In the 2009–10 Blackest Night storyline, Alexander Luthor is revealed to have been entombed below the Hall of Justice. Shortly afterward, he is resurrected as a member of the Black Lantern Corps. Alexander uses his Black Lantern ring to resurrect Superboy-Prime's victims, who he works with to attack Prime. Prime voluntarily puts on a Black Lantern ring, which generates a burst of rainbow energy that destroys the Black Lanterns.
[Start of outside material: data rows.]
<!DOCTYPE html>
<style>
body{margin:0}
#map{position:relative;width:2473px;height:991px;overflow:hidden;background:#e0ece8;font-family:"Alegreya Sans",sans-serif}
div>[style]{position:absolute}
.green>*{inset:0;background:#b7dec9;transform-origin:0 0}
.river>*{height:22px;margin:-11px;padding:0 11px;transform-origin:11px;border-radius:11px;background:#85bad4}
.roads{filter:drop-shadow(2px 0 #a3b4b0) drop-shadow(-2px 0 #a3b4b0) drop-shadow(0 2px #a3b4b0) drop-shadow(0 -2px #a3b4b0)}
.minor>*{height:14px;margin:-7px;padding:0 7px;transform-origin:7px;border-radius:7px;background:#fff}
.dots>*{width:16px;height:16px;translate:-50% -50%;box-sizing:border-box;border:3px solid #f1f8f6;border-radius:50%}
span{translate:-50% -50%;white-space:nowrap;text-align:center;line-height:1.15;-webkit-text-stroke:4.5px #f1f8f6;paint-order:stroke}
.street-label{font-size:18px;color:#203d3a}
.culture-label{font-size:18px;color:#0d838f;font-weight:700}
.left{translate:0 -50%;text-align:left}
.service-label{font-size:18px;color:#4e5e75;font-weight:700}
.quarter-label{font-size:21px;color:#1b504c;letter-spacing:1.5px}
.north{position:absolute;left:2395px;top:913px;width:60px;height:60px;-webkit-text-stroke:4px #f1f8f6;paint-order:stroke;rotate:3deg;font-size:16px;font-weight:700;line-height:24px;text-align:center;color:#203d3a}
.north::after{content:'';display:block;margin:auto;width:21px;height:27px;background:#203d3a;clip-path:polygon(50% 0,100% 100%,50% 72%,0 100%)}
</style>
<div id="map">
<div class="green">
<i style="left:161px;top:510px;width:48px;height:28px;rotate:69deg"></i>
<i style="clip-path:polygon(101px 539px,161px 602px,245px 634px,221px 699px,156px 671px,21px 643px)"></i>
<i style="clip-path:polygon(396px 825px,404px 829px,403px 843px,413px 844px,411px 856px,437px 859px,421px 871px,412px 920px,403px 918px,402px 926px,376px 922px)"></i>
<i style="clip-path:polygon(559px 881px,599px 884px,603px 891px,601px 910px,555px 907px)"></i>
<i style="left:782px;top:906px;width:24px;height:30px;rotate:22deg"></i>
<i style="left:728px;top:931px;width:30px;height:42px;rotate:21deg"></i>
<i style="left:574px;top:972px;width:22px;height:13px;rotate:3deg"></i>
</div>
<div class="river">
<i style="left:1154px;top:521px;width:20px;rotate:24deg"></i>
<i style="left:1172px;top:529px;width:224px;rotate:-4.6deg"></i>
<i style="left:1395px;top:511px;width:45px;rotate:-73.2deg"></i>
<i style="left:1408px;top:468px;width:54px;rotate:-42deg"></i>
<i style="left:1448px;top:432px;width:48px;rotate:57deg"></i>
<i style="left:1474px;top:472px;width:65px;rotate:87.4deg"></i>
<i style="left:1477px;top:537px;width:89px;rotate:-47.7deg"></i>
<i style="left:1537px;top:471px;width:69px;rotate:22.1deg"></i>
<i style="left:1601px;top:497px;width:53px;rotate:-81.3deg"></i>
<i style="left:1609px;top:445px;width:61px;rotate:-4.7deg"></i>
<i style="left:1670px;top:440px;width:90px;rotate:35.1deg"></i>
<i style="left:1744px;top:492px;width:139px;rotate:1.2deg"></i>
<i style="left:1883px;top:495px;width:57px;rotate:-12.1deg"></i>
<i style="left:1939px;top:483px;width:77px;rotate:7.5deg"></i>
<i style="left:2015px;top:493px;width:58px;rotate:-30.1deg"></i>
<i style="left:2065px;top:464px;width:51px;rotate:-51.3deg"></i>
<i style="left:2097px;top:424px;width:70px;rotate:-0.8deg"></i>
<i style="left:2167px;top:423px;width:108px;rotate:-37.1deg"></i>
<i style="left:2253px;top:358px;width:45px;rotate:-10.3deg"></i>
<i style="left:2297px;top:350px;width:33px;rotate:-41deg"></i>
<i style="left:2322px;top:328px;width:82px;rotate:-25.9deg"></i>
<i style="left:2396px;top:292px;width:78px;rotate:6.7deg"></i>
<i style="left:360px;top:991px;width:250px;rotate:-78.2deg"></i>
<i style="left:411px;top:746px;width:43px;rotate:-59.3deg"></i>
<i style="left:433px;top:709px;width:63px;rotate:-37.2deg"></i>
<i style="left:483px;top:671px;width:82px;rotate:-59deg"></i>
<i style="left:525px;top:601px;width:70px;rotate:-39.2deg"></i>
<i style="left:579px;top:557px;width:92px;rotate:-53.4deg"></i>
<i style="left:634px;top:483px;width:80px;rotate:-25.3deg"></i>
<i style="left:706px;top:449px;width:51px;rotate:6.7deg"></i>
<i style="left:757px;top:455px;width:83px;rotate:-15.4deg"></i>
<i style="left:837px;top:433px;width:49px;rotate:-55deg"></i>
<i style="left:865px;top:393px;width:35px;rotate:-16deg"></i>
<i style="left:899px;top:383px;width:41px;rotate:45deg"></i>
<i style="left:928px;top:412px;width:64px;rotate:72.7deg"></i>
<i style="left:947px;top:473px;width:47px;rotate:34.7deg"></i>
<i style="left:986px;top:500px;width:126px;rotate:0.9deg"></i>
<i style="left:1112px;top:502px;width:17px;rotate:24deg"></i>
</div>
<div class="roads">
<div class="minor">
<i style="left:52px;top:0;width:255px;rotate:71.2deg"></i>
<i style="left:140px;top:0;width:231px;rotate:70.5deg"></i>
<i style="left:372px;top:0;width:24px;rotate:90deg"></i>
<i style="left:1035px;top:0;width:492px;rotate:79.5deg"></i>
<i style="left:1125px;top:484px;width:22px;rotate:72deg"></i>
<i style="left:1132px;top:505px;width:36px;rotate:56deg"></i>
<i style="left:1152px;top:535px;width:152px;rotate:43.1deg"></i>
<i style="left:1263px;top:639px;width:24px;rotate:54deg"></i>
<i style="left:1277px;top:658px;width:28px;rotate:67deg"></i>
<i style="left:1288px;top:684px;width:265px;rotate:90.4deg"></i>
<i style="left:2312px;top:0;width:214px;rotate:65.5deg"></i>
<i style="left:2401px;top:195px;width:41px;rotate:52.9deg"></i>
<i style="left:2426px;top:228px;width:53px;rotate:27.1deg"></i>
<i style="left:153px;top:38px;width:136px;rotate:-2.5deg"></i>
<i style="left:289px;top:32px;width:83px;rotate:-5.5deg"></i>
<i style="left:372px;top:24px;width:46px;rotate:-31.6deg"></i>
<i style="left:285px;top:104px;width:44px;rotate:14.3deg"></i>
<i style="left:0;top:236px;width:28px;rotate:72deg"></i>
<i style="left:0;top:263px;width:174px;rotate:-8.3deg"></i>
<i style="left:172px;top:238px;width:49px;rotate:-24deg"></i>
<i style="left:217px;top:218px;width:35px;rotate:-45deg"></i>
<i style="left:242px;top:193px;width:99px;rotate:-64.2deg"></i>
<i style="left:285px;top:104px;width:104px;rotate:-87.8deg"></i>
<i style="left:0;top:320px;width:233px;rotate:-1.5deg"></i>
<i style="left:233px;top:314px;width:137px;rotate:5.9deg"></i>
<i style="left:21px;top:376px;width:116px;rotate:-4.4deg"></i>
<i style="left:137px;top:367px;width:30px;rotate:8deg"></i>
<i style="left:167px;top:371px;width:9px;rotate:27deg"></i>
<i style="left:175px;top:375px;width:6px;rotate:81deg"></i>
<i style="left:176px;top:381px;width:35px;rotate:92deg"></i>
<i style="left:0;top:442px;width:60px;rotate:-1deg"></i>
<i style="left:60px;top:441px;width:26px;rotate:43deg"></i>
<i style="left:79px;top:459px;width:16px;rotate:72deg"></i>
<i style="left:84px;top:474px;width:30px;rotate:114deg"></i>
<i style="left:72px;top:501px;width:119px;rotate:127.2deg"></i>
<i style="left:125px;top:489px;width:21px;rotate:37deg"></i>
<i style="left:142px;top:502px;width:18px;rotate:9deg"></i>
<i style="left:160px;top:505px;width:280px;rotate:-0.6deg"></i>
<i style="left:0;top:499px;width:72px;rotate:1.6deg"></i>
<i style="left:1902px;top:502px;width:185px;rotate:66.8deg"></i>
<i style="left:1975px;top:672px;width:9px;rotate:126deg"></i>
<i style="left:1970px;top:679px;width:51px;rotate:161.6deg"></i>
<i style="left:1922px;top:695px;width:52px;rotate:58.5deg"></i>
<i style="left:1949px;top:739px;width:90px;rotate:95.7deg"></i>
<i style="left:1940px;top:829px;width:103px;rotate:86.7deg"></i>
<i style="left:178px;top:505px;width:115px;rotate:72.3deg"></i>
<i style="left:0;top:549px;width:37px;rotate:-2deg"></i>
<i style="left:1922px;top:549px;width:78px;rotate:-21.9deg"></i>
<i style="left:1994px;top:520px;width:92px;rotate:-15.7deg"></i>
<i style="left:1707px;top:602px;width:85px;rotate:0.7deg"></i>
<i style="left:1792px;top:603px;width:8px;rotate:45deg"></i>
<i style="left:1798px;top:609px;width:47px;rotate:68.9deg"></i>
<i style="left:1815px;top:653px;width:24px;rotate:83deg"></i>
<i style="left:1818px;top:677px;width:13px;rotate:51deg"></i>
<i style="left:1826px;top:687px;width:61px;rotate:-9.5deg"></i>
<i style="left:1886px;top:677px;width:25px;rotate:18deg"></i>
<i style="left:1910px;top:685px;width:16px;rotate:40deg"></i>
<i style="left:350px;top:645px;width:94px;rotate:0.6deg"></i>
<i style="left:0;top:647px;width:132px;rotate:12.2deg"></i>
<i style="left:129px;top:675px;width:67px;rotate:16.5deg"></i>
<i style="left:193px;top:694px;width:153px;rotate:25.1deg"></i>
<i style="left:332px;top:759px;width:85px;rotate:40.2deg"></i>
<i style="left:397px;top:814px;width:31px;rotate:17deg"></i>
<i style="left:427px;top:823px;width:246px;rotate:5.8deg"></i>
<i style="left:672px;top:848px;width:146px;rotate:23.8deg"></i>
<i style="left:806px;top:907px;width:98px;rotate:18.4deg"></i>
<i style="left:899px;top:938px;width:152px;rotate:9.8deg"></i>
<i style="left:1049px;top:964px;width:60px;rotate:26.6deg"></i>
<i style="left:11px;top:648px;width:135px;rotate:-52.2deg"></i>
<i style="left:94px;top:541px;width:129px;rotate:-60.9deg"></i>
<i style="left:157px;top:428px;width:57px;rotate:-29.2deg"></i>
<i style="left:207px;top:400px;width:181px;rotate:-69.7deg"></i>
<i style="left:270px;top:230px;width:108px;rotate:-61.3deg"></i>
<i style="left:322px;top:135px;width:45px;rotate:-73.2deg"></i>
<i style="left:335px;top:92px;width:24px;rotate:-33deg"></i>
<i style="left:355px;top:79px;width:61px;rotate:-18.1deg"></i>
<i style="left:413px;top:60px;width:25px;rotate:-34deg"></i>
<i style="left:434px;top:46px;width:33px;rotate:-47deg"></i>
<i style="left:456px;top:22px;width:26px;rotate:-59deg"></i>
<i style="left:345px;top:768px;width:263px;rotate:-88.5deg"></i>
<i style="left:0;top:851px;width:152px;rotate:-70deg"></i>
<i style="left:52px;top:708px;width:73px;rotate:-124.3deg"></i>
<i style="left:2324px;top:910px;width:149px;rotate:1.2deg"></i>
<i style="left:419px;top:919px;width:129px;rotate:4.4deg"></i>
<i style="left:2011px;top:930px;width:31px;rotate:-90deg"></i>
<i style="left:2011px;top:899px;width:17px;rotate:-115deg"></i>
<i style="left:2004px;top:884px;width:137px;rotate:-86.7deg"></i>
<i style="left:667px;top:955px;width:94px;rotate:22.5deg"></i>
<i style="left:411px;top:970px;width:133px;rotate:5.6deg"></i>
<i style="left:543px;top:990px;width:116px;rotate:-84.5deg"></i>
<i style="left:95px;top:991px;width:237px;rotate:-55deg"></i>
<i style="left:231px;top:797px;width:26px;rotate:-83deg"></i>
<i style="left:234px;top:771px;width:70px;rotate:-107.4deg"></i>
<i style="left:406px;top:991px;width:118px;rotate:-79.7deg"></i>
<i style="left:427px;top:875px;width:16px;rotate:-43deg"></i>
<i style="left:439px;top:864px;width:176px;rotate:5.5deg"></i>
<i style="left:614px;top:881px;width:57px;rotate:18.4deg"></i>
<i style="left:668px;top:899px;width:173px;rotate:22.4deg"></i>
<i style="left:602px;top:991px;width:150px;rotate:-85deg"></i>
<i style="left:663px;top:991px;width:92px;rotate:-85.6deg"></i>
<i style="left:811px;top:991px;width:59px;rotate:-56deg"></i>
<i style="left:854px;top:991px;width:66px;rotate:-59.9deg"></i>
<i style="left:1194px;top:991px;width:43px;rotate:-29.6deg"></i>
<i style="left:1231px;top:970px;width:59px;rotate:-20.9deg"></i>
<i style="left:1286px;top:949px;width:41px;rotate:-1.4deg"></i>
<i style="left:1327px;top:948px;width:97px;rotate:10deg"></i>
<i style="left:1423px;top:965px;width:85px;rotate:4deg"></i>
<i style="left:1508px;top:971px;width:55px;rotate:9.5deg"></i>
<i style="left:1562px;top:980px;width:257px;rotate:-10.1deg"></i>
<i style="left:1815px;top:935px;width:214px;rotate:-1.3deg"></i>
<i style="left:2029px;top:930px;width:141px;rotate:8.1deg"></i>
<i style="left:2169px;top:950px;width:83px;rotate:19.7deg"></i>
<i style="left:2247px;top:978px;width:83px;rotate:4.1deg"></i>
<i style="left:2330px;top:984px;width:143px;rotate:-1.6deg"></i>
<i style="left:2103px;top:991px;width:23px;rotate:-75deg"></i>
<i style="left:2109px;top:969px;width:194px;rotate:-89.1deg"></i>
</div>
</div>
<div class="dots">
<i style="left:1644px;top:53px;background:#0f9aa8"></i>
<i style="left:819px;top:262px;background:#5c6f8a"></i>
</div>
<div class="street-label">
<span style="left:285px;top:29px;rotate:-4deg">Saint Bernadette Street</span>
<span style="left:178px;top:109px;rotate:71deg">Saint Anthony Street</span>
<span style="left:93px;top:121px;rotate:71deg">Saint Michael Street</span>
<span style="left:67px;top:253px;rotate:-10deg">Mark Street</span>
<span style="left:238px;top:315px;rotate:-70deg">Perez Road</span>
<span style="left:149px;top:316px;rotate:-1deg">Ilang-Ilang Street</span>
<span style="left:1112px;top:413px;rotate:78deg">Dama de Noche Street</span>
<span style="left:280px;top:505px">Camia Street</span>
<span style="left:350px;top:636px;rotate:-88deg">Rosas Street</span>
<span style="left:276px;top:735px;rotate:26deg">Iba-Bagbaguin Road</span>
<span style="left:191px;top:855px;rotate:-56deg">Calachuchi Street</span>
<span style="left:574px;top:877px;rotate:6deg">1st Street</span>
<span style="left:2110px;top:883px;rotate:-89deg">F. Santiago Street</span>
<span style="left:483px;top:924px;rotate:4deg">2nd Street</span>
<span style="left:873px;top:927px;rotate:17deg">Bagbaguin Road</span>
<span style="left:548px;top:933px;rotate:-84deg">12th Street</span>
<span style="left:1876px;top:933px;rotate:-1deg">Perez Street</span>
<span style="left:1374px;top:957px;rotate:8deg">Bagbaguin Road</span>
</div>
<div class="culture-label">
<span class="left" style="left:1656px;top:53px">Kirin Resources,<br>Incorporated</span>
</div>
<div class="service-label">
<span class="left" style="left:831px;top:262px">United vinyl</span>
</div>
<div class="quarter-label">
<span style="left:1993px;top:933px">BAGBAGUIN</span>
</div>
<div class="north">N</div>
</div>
Alexander next appears in Justice League of America in 2011. The Crime Syndicate of America works with Doctor Impossible's team to steal Alexander's corpse, intending to resurrect him in the Chamber of Resurrection. At the last moment, Doctor Impossible apparently betrays the Syndicate and substitutes Alexander's corpse for himself to resurrect Darkseid. This attempt instead creates a new villain called Omega Man. Alexander is temporarily resurrected by the Tangent universe's Green Lantern, allowing him to help defeat Omega Man and the Crime Syndicate.

==Powers and abilities==
Alexander Luthor Jr. possesses a genius-level intellect and is a master manipulator. The circumstances of his escape from Earth-Three give him power over matter and antimatter, which he can use to generate energy bursts and dimensional portals. He also has a form of precognition, enabling him to foresee the most probable events.

== Other versions ==

=== Mazahs ===
Mazahs is a corrupted alternate-universe version of Shazam, introduced in the 2013 storyline Forever Evil. He is the super-powered alter-ego of Lex Luthor of Earth-3. While Prime Earth's Shazam is known for sharing his powers with others, Mazahs kills other superbeings and takes their powers for his own, as when he kills the Syndicate's speedster Johnny Quick. It is implied that the power of Mazahs previously belonged to Earth-3's Will Batson before he was killed by Luthor. In the final issue of the series, it is revealed that Superwoman is in a relationship with Luthor and tricked her teammates into bringing him with them. She also reveals she is carrying his child, who is prophesied to bring an end to the world. Exploiting his ability to use the powers of those he has killed, Mazahs easily takes down both the Syndicate and Luthor's team, but Prime Earth Lex Luthor (having the same voice as Mazahs) manages to call down the lightning, reverting Mazahs to his human form. After sealing Alexander's mouth, Luthor kills him.

Superwoman later gives birth to Mazahs's child and uses the baby's power-stealing abilities, inherited from his father, to remove abilities the members the Prime-Earth Justice League had inherited from their time on Apokolips after the death of Darkseid. The baby absorbs the Omega Effect from Lex Luthor and the Anti-Life Equation from Steve Trevor, transforming him into a host body for Darkseid.

==In other media==
Alexander Luthor Jr. appears as a character summon in Scribblenauts Unmasked: A DC Comics Adventure.